Promptable segmentation is one of the most active areas of 2024-2025 vision. SAM 2 (2024) unifies image and video segmentation with a memory bank that makes mask tracking real time, the subject of the library shortcut above. Text-promptable systems such as Grounded-SAM chain an open-vocabulary detector (Grounding DINO) to SAM so you can segment "the third bottle from the left" by description, leaning on the vision-language grounding of Chapter 34. Domain-specialized variants, MedSAM for medical imaging and a growing family of remote-sensing and microscopy SAMs, fine-tune the decoder on niche data while keeping the general encoder. And efficiency-focused successors (MobileSAM, EfficientSAM, FastSAM) shrink the image encoder so promptable segmentation runs on a phone, connecting directly to the edge-deployment concerns of Chapter 28. The open question for 2026 is whether a single promptable model, prompted by clicks, boxes, or text, becomes the default front end for all segmentation, retiring the task-specific training the earlier sections describe.

Exercise 24.5.1: Why Three Masks, Not One Conceptual

Explain in three or four sentences why SAM emits three masks for a single-point prompt but is trained to use only the single best output when given a box or multiple points. Frame your answer around the ambiguity of the prompt: what information does a box carry that a single click does not, and how does that change whether the whole-part-subpart nesting is needed? Relate the multi-mask idea to the multi-query approach of Section 24.4.

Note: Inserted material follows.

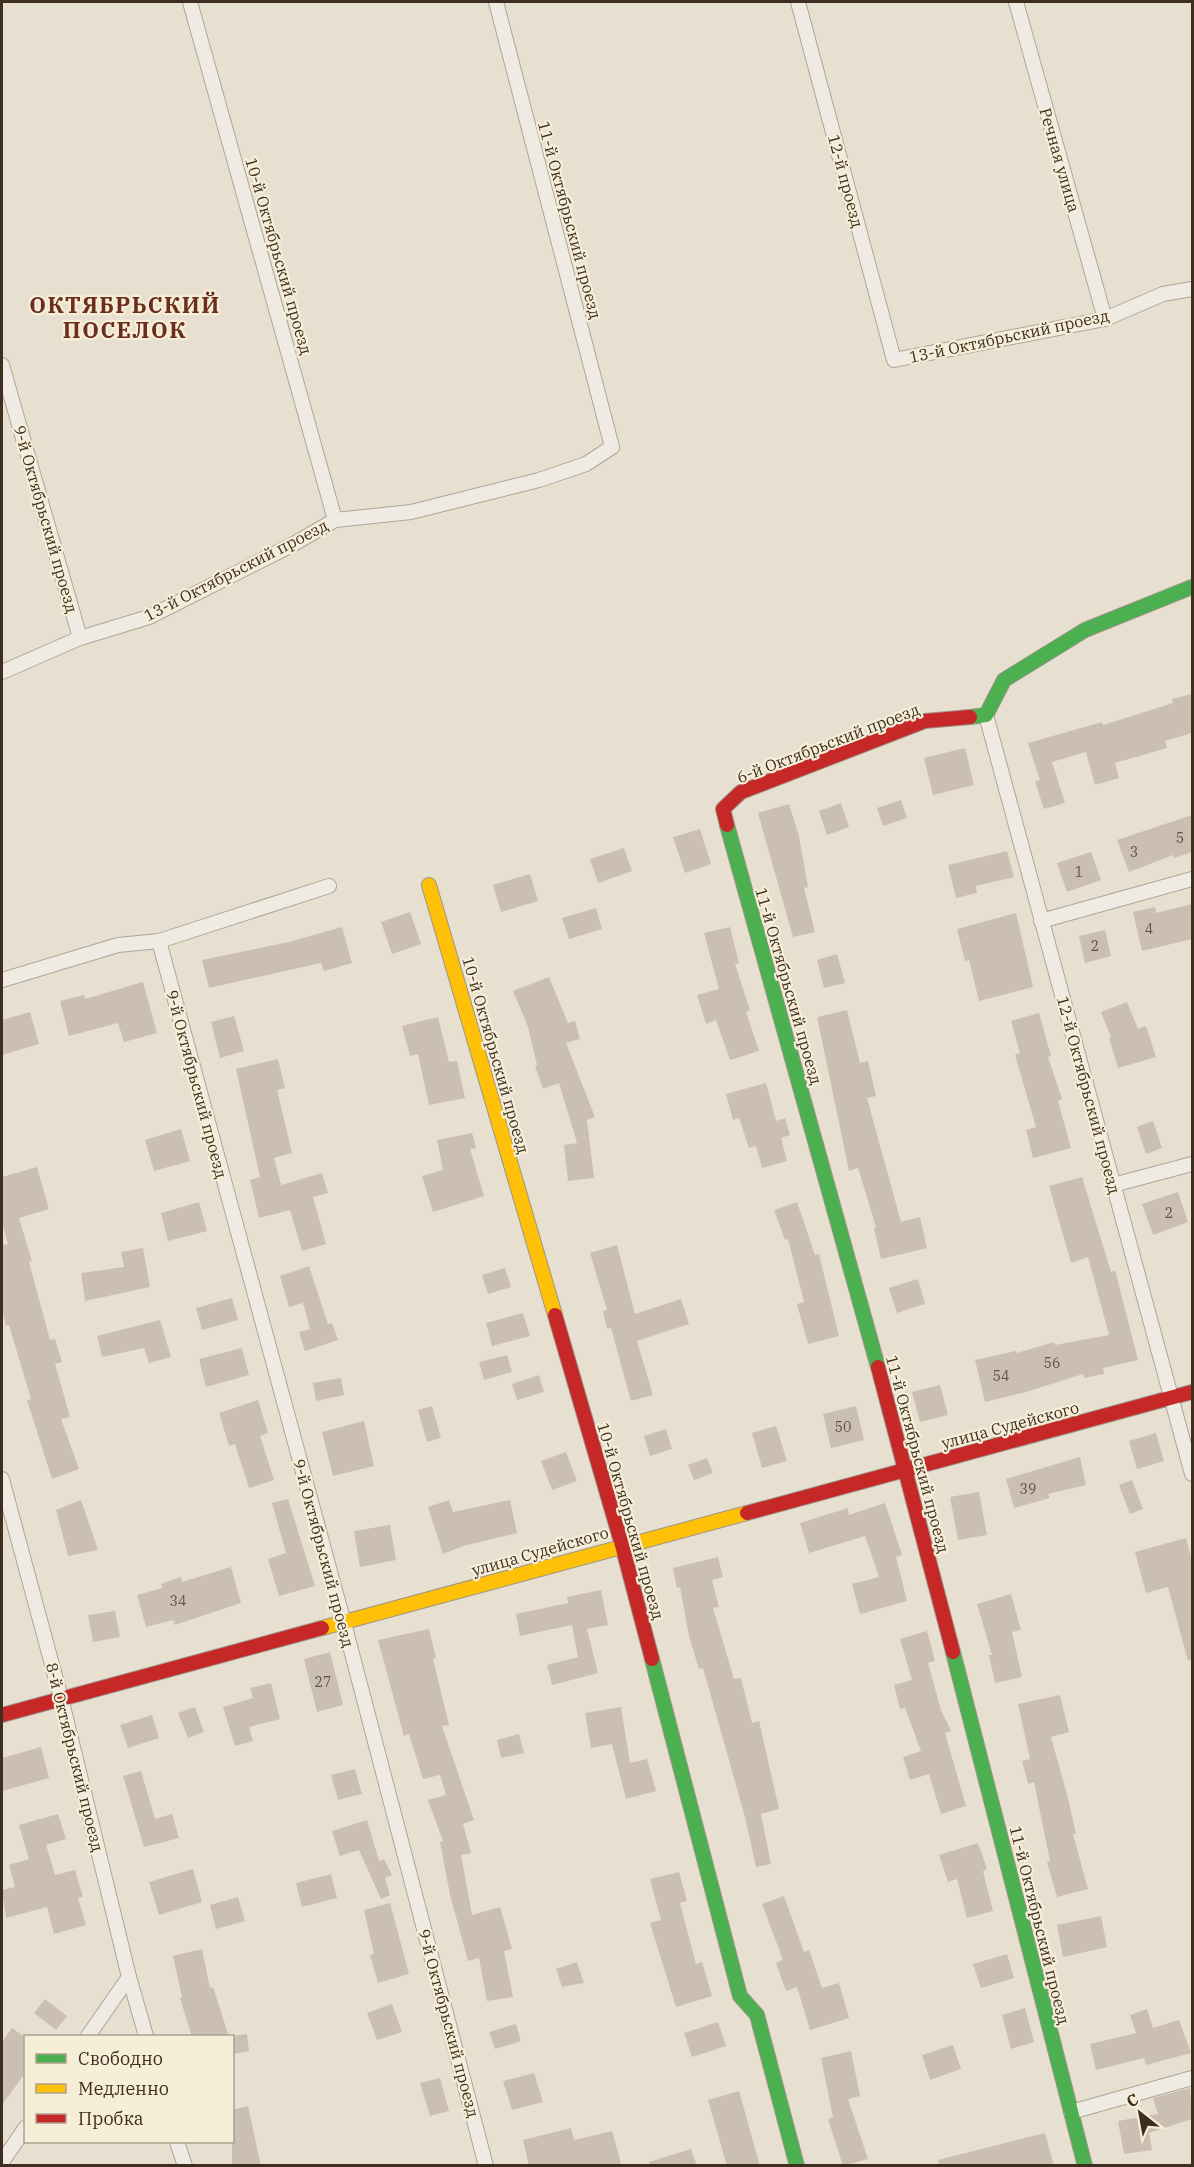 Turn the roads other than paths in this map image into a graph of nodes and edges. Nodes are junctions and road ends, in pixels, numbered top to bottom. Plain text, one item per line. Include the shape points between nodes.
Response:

Exercise 24.5.2: Click Refinement Coding

Using SAM's predictor on a photo with two overlapping objects, segment one object with a single foreground click, then add a background click (label 0) on the part of the mask that wrongly includes the second object, and re-run predict with both points. Display the mask before and after the correcting click and write a short paragraph on how the prompt encoder's foreground-versus-background distinction lets a user iteratively refine a mask, and why the cached image embedding makes this interaction feel instant.

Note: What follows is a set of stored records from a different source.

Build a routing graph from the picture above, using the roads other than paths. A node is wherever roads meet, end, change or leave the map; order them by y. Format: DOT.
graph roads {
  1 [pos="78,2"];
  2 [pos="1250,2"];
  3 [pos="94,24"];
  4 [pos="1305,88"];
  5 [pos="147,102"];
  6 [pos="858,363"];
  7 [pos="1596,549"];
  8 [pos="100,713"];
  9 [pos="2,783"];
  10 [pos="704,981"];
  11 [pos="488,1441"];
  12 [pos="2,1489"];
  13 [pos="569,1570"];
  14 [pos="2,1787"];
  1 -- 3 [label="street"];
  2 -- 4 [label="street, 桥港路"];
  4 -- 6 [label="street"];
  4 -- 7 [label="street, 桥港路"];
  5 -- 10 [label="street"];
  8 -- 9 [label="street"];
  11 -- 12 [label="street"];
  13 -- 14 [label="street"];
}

Exercise 24.5.3: Foundation Model versus Specialist Analysis

Take a small domain-specific segmentation set (for example, the coral or a leaf-disease dataset). Compare three approaches on ten test images: (a) SAM zero-shot prompted with the ground-truth box of each object, (b) a SegFormer trained from scratch on your few hundred training images, and (c) the same SegFormer but trained on masks that SAM auto-generated and a human lightly corrected. Report mean IoU for each and write an analysis: when does the zero-shot foundation model win, when does the trained specialist win, and does the SAM-assisted labeling of approach (c) close the gap, echoing the data-engine argument of subsection 3 and the practical example?